Assignment:
Pick out each line of the records that includes the string "tunnel", and copy it.

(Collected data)
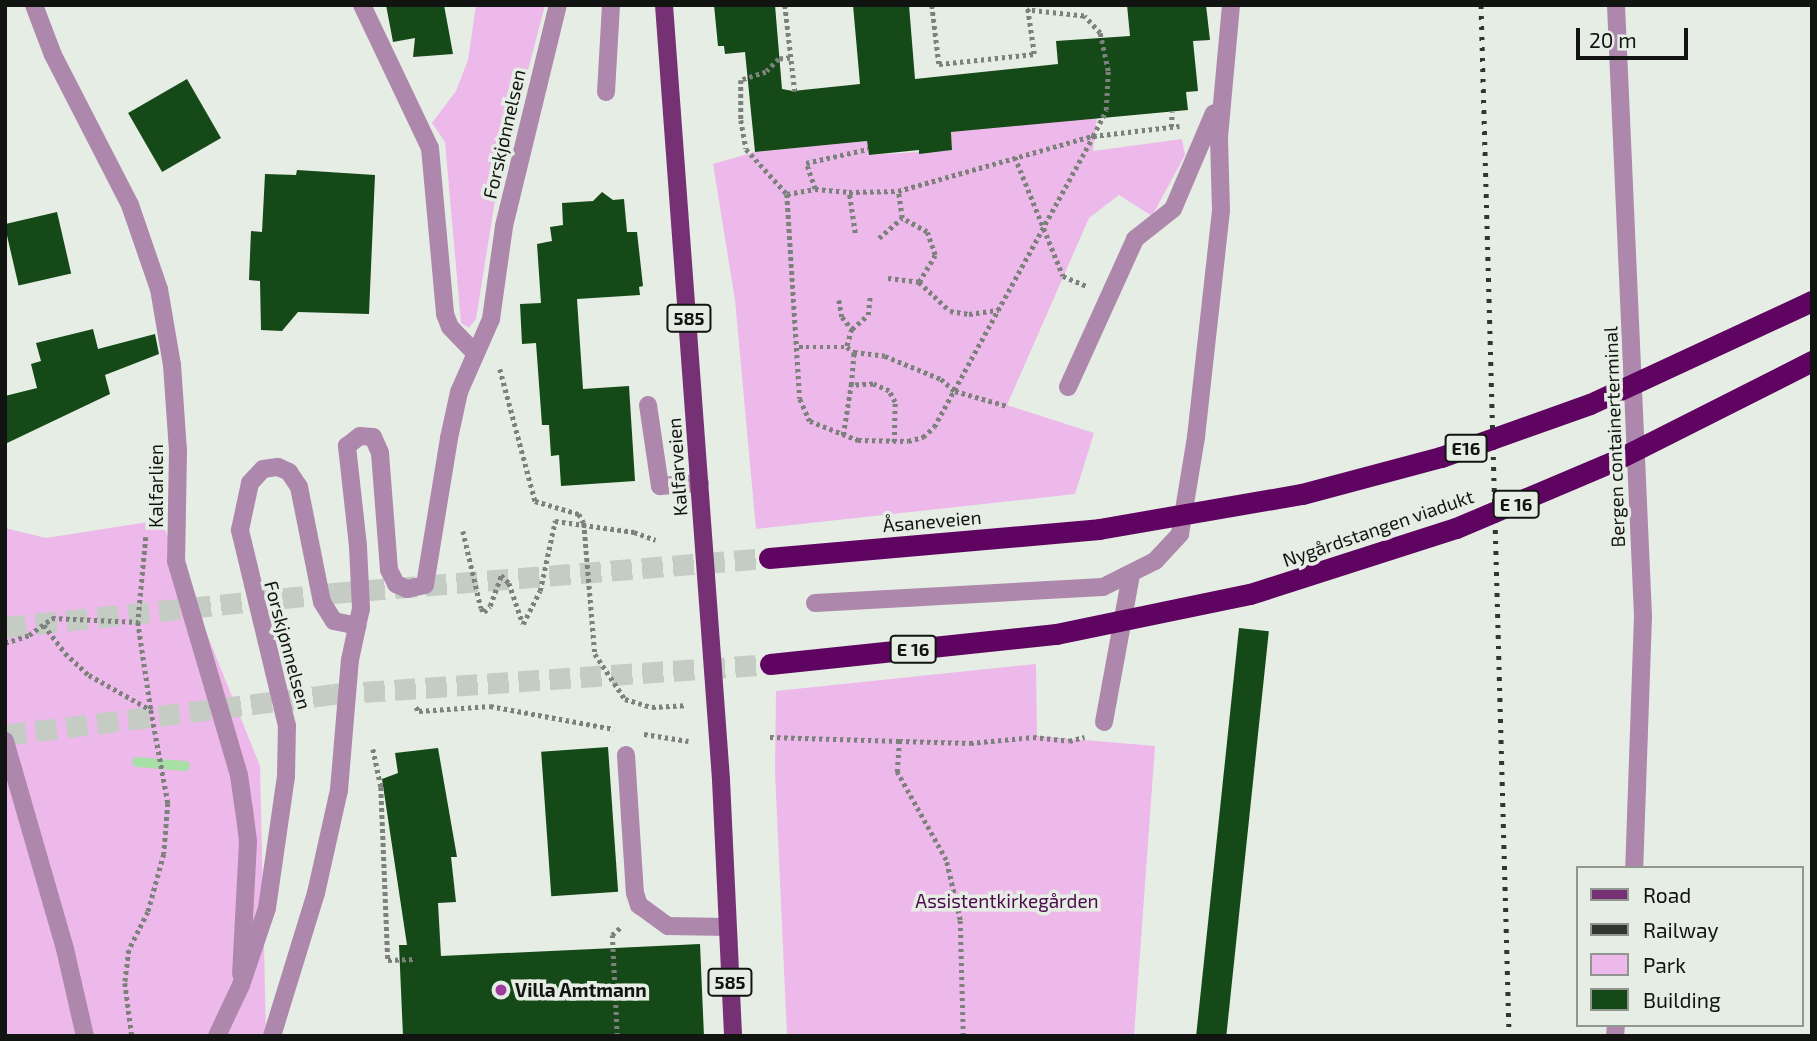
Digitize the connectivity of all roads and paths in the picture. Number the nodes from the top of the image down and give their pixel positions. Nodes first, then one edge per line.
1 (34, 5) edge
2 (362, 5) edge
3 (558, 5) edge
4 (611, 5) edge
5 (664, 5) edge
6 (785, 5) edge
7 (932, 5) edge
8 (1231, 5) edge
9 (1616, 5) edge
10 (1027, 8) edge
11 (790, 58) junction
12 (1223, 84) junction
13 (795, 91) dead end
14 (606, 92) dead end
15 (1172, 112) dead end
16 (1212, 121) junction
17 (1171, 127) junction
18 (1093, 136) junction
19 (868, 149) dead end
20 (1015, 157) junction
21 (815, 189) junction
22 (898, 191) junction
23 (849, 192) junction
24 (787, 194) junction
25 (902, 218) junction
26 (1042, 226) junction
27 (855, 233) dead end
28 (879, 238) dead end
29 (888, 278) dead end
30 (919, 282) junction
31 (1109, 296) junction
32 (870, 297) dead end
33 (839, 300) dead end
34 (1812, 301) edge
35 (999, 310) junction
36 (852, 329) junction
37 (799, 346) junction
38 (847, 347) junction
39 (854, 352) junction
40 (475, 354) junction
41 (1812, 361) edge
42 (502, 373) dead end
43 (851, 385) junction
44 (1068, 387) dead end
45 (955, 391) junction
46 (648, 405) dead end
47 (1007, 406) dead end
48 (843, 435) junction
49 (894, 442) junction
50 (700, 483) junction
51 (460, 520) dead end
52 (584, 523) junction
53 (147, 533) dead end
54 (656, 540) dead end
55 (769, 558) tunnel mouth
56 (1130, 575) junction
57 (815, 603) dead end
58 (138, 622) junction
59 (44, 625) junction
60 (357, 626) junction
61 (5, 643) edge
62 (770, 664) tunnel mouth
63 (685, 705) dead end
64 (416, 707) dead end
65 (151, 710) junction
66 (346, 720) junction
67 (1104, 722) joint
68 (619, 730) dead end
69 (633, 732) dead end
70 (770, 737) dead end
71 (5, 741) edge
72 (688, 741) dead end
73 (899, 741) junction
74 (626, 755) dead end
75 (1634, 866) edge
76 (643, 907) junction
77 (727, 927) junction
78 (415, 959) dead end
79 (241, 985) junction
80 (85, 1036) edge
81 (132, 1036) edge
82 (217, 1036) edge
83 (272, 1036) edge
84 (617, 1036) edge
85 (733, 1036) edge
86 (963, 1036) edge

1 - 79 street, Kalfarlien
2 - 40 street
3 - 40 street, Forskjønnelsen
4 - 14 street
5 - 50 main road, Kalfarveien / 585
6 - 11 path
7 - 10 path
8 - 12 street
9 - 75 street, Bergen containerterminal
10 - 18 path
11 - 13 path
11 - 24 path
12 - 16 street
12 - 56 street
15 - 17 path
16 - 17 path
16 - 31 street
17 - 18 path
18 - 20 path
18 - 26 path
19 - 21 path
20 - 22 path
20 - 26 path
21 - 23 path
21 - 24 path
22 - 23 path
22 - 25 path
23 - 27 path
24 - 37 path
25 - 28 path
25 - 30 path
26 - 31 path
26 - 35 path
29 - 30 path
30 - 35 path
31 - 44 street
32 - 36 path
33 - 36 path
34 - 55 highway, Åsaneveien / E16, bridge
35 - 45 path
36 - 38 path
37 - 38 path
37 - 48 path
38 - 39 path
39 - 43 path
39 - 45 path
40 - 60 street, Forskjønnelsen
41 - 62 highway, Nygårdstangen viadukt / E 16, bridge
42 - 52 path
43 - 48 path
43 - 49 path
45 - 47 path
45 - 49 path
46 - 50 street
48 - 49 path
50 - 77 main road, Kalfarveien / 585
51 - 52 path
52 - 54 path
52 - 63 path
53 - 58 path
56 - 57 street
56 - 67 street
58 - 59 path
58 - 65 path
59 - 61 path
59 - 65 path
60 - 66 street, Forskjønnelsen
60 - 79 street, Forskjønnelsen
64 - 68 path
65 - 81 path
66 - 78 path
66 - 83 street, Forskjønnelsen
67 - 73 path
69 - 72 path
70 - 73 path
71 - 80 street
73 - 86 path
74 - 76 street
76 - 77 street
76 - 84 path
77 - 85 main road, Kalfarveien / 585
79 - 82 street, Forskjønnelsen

Task output:
55 (769, 558) tunnel mouth
62 (770, 664) tunnel mouth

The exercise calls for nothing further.